* **Exercise requirements**:
Each line of the data that mentions the string "other" needs to be identified and copied.

* **Task material**:

"""

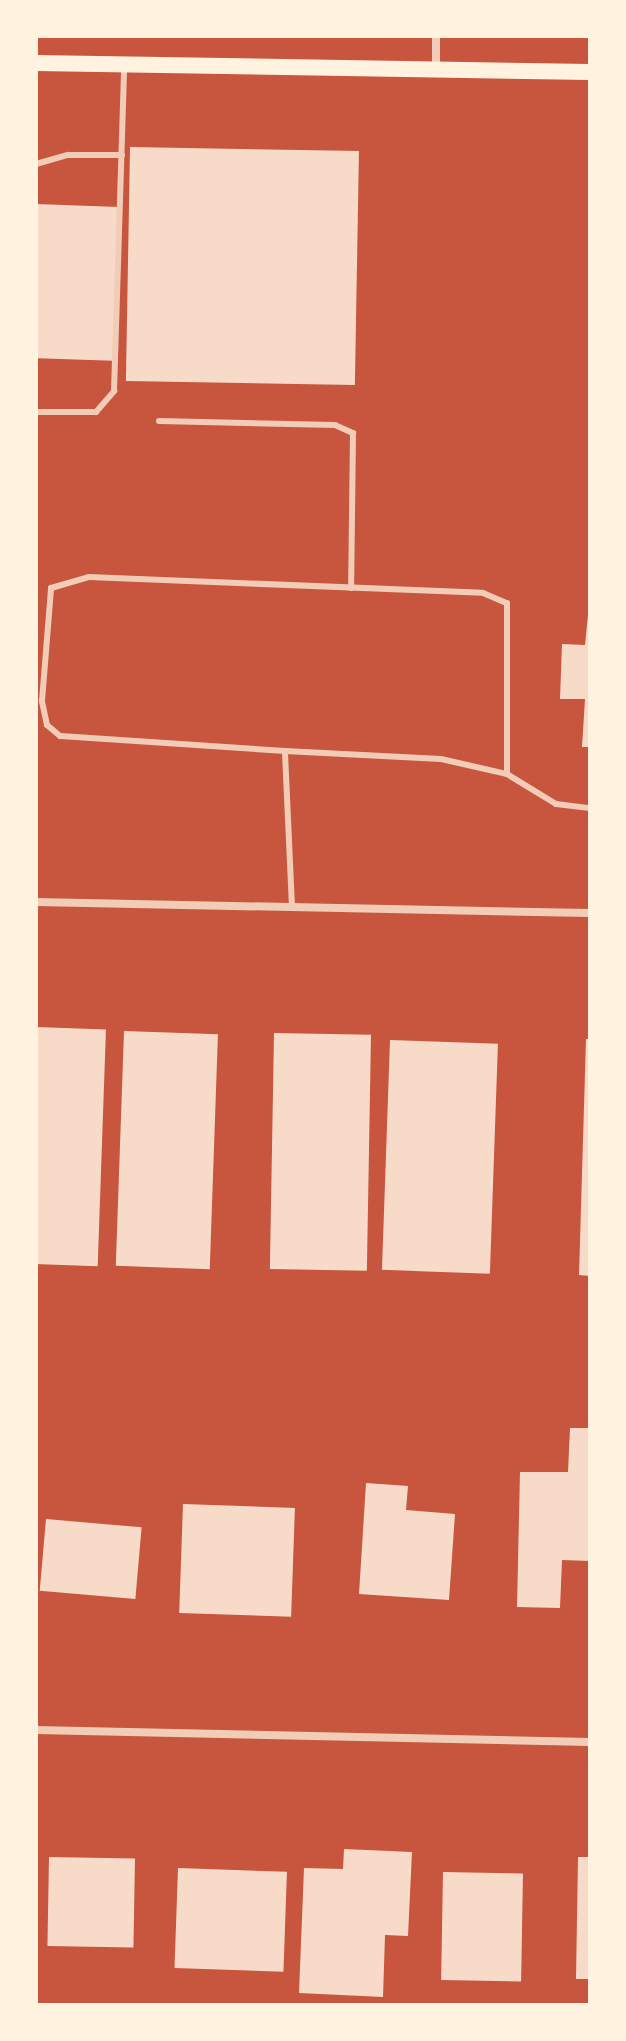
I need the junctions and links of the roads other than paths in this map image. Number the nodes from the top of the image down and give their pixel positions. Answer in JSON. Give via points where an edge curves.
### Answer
{"nodes":[{"id":1,"x":436,"y":36,"type":"edge"},
{"id":2,"x":36,"y":63,"type":"edge"},
{"id":3,"x":124,"y":64,"type":"junction"},
{"id":4,"x":436,"y":67,"type":"junction"},
{"id":5,"x":590,"y":72,"type":"edge"},
{"id":6,"x":122,"y":155,"type":"junction"},
{"id":7,"x":36,"y":164,"type":"edge"},
{"id":8,"x":36,"y":412,"type":"edge"},
{"id":9,"x":159,"y":421,"type":"dead end"},
{"id":10,"x":351,"y":588,"type":"junction"},
{"id":11,"x":285,"y":751,"type":"junction"},
{"id":12,"x":507,"y":774,"type":"junction"},
{"id":13,"x":590,"y":808,"type":"edge"},
{"id":14,"x":36,"y":902,"type":"edge"},
{"id":15,"x":292,"y":907,"type":"junction"},
{"id":16,"x":590,"y":913,"type":"edge"},
{"id":17,"x":36,"y":1730,"type":"edge"},
{"id":18,"x":590,"y":1742,"type":"edge"}],
"edges":[{"from":1,"to":4,"type":"street"},
{"from":2,"to":3,"type":"main road"},
{"from":3,"to":4,"type":"main road"},
{"from":3,"to":6,"type":"lane"},
{"from":4,"to":5,"type":"main road"},
{"from":6,"to":7,"type":"lane"},
{"from":6,"to":8,"type":"lane","via":[[114,391],[96,412]]},
{"from":9,"to":10,"type":"lane","via":[[335,425],[353,433]]},
{"from":10,"to":11,"type":"lane","via":[[89,577],[51,588],[42,701],[47,725],[60,736]]},
{"from":10,"to":12,"type":"lane","via":[[483,593],[507,603]]},
{"from":11,"to":12,"type":"lane","via":[[441,759]]},
{"from":11,"to":15,"type":"lane"},
{"from":12,"to":13,"type":"lane","via":[[535,797]]},
{"from":14,"to":15,"type":"street"},
{"from":15,"to":16,"type":"street"},
{"from":17,"to":18,"type":"street"}]}
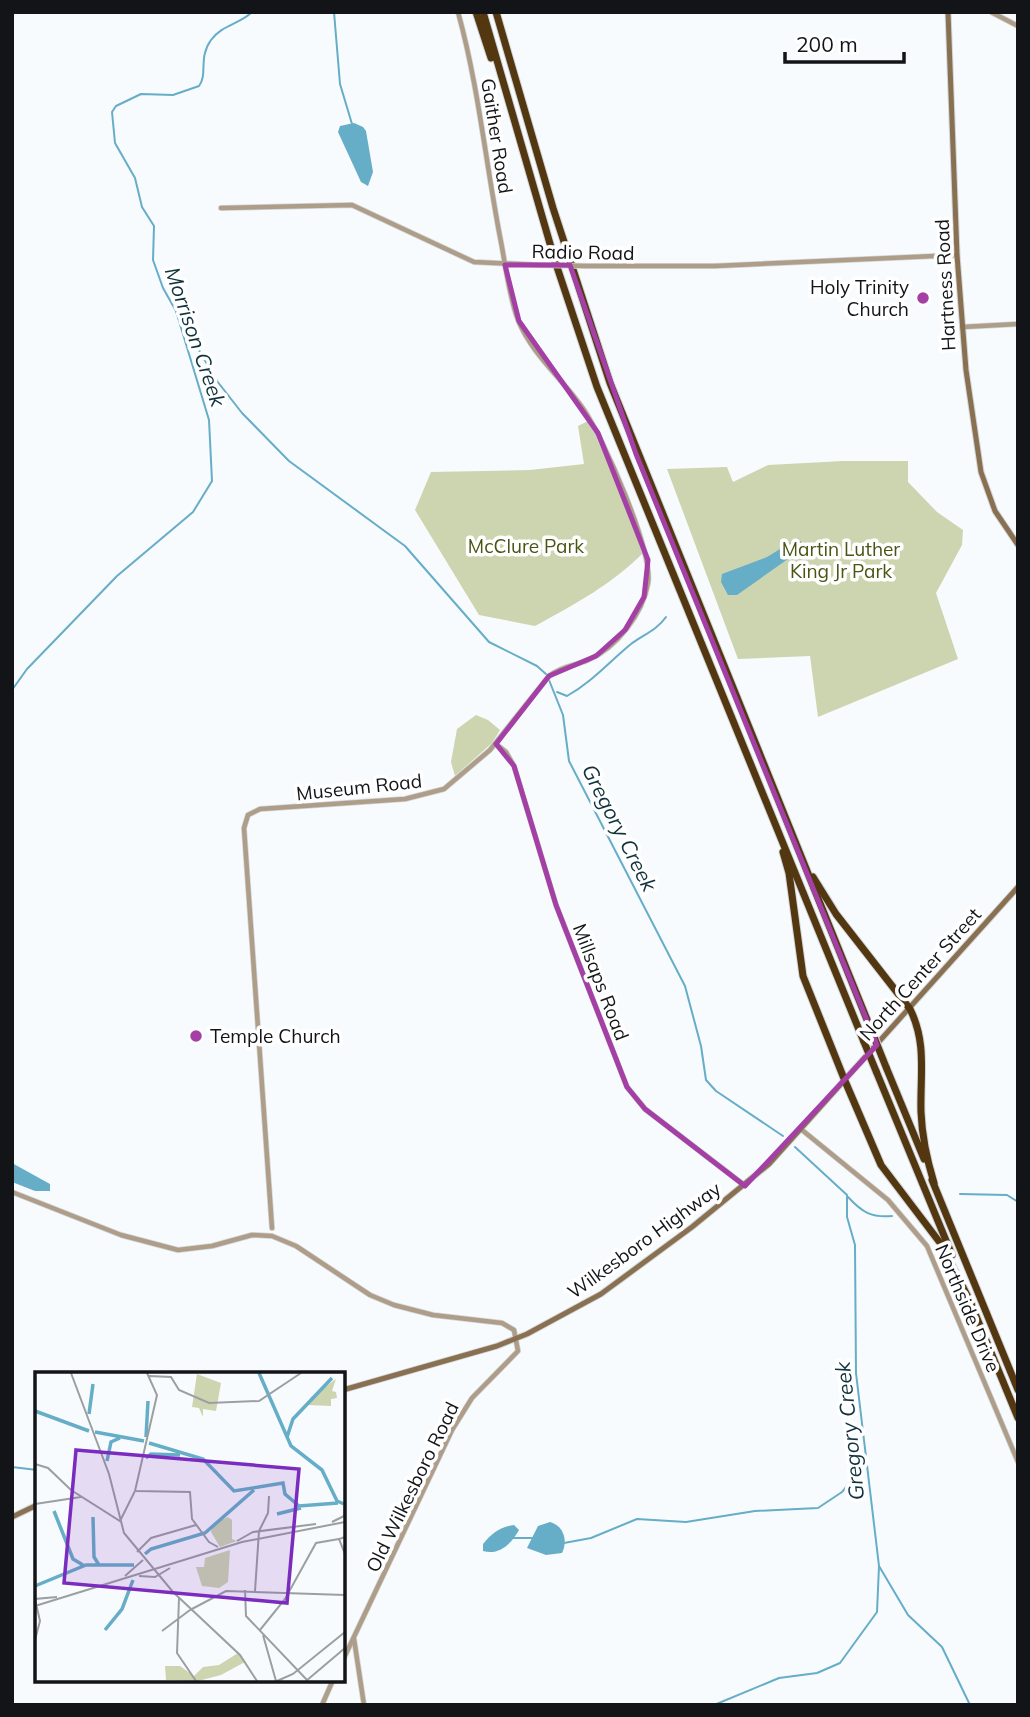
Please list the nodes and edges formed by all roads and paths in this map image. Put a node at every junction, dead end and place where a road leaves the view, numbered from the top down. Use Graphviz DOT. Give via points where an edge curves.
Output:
graph roads {
  1 [pos="458,12"];
  2 [pos="476,12"];
  3 [pos="483,12"];
  4 [pos="498,12"];
  5 [pos="948,12"];
  6 [pos="991,12"];
  7 [pos="1018,26"];
  8 [pos="514,122"];
  9 [pos="221,208"];
  10 [pos="957,255"];
  11 [pos="505,265"];
  12 [pos="1018,324"];
  13 [pos="962,327"];
  14 [pos="1018,545"];
  15 [pos="496,744"];
  16 [pos="762,792"];
  17 [pos="794,841"];
  18 [pos="1018,887"];
  19 [pos="910,1009"];
  20 [pos="845,1082"];
  21 [pos="802,1130"];
  22 [pos="934,1183"];
  23 [pos="745,1186"];
  24 [pos="12,1192"];
  25 [pos="272,1228"];
  26 [pos="971,1303"];
  27 [pos="517,1338"];
  28 [pos="345,1389"];
  29 [pos="1018,1390"];
  30 [pos="1018,1418"];
  31 [pos="1018,1462"];
  32 [pos="35,1506"];
  33 [pos="12,1517"];
  34 [pos="354,1638"];
  35 [pos="345,1656"];
  36 [pos="332,1682"];
  37 [pos="322,1705"];
  38 [pos="364,1705"];
  1 -- 11 [label="street, Gaither Road" via="476,88"];
  2 -- 8 [label="highway"];
  3 -- 8 [label="highway"];
  4 -- 17 [label="highway" via="576,284 610,383"];
  5 -- 10 [label="main road, Hartness Road"];
  6 -- 7 [label="street"];
  8 -- 16 [label="highway" via="597,387"];
  9 -- 11 [label="street, Radio Road" via="352,205 470,261"];
  10 -- 11 [label="street, Radio Road, bridge" via="715,266"];
  10 -- 13 [label="main road, Hartness Road"];
  11 -- 15 [label="street, Museum Road" via="526,336 598,433 644,548 649,572 640,606 619,637 596,656 561,667 547,678"];
  12 -- 13 [label="street"];
  13 -- 14 [label="main road, Hartness Road" via="981,472 995,511"];
  15 -- 23 [label="street, Millsaps Road" via="514,766 556,905 626,1087 645,1109"];
  15 -- 25 [label="street, Museum Road" via="451,784 429,795 260,809 244,821"];
  16 -- 20 [label="highway" via="789,873 803,976"];
  16 -- 26 [label="highway, bridge"];
  17 -- 19 [label="highway" via="835,914"];
  17 -- 22 [label="highway, bridge"];
  18 -- 19 [label="main road, North Center Street"];
  19 -- 20 [label="main road, North Center Street"];
  19 -- 22 [label="highway" via="922,1040 922,1135"];
  20 -- 21 [label="main road, Wilkesboro Highway"];
  20 -- 26 [label="highway" via="881,1165 941,1244"];
  21 -- 23 [label="main road, Wilkesboro Highway"];
  21 -- 31 [label="street, Northside Drive" via="888,1200 927,1246"];
  22 -- 29 [label="highway"];
  23 -- 27 [label="main road, Wilkesboro Highway" via="601,1294"];
  24 -- 27 [label="street" via="121,1235 178,1250 252,1235 272,1236 394,1305 502,1323 514,1330"];
  26 -- 30 [label="highway"];
  27 -- 28 [label="main road, Wilkesboro Highway"];
  27 -- 34 [label="street, Old Wilkesboro Road" via="518,1351 472,1398 452,1430"];
  32 -- 33 [label="main road"];
  34 -- 35 [label="street, Old Wilkesboro Road"];
  34 -- 38 [label="street"];
  36 -- 37 [label="street"];
}
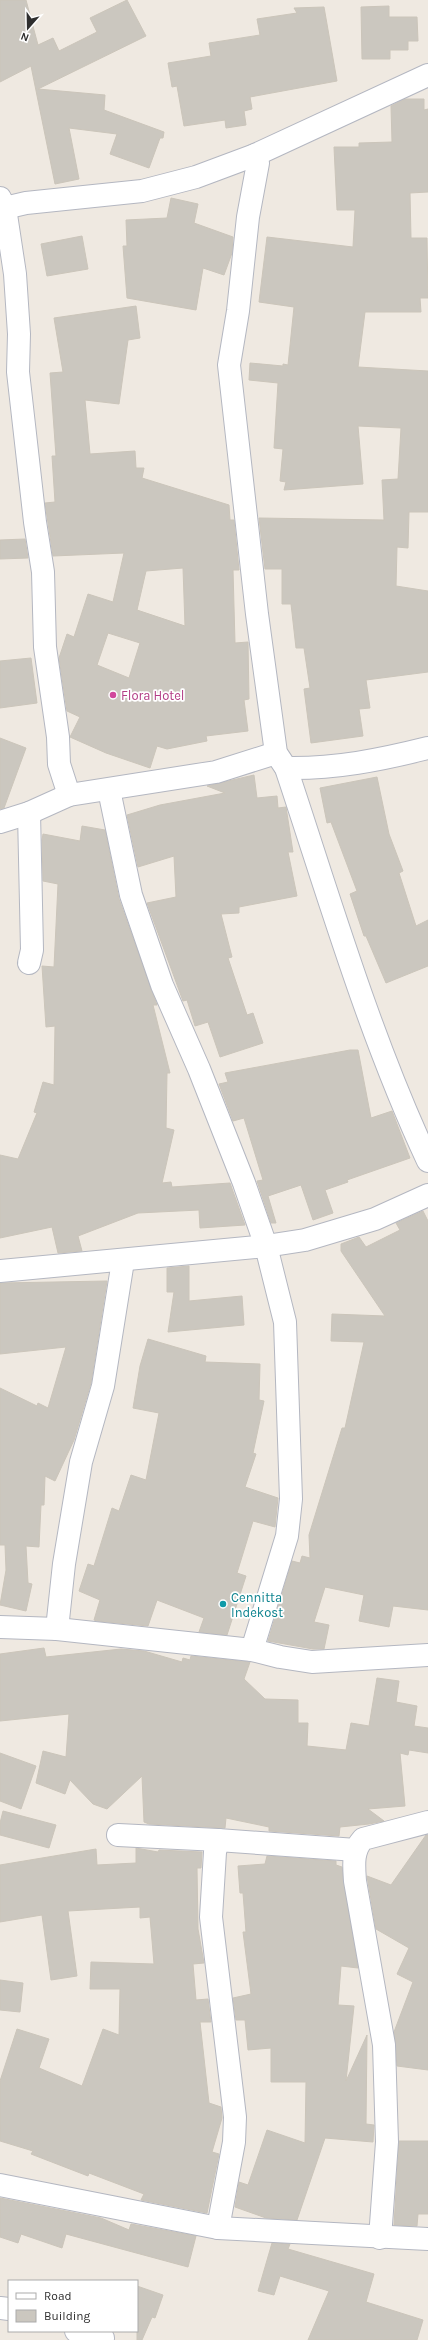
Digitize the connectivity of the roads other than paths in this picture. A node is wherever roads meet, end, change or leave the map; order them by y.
1 (428, 75) edge
2 (255, 154) junction
3 (2, 205) edge
4 (428, 748) edge
5 (281, 760) junction
6 (109, 790) junction
7 (69, 795) junction
8 (29, 813) junction
9 (0, 822) edge
10 (29, 963) dead end
11 (428, 1161) edge
12 (427, 1198) edge
13 (266, 1246) junction
14 (123, 1261) junction
15 (0, 1271) edge
16 (0, 1627) edge
17 (57, 1629) junction
18 (252, 1650) junction
19 (428, 1655) edge
20 (428, 1822) edge
21 (118, 1835) dead end
22 (218, 1840) junction
23 (356, 1850) junction
24 (0, 2185) edge
25 (218, 2228) junction
26 (380, 2238) junction
27 (428, 2239) edge
28 (80, 2332) edge
29 (103, 2338) dead end

1 - 2 street
2 - 3 street
2 - 5 street
3 - 7 street
4 - 5 street
5 - 6 street
5 - 11 street
6 - 7 street
6 - 13 street
7 - 8 street
8 - 9 street
8 - 10 street
12 - 13 street
13 - 14 street
13 - 18 street
14 - 15 street
14 - 17 street
16 - 17 street
17 - 18 street
18 - 19 street
20 - 23 street
21 - 22 street
22 - 23 street
22 - 25 street
23 - 26 street
24 - 25 street
25 - 26 street
26 - 27 street
28 - 29 street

"""

* **Solved problem**:
I need the junctions and links of the roads other than paths in this map image. Number the nodes from the top of the image down and give their pixel positions. Answer in JSON. Give via points where an edge curves.
Digitize the connectivity of the roads other than paths in this picture. A node is wherever roads meet, end, change or leave the map; order them by y.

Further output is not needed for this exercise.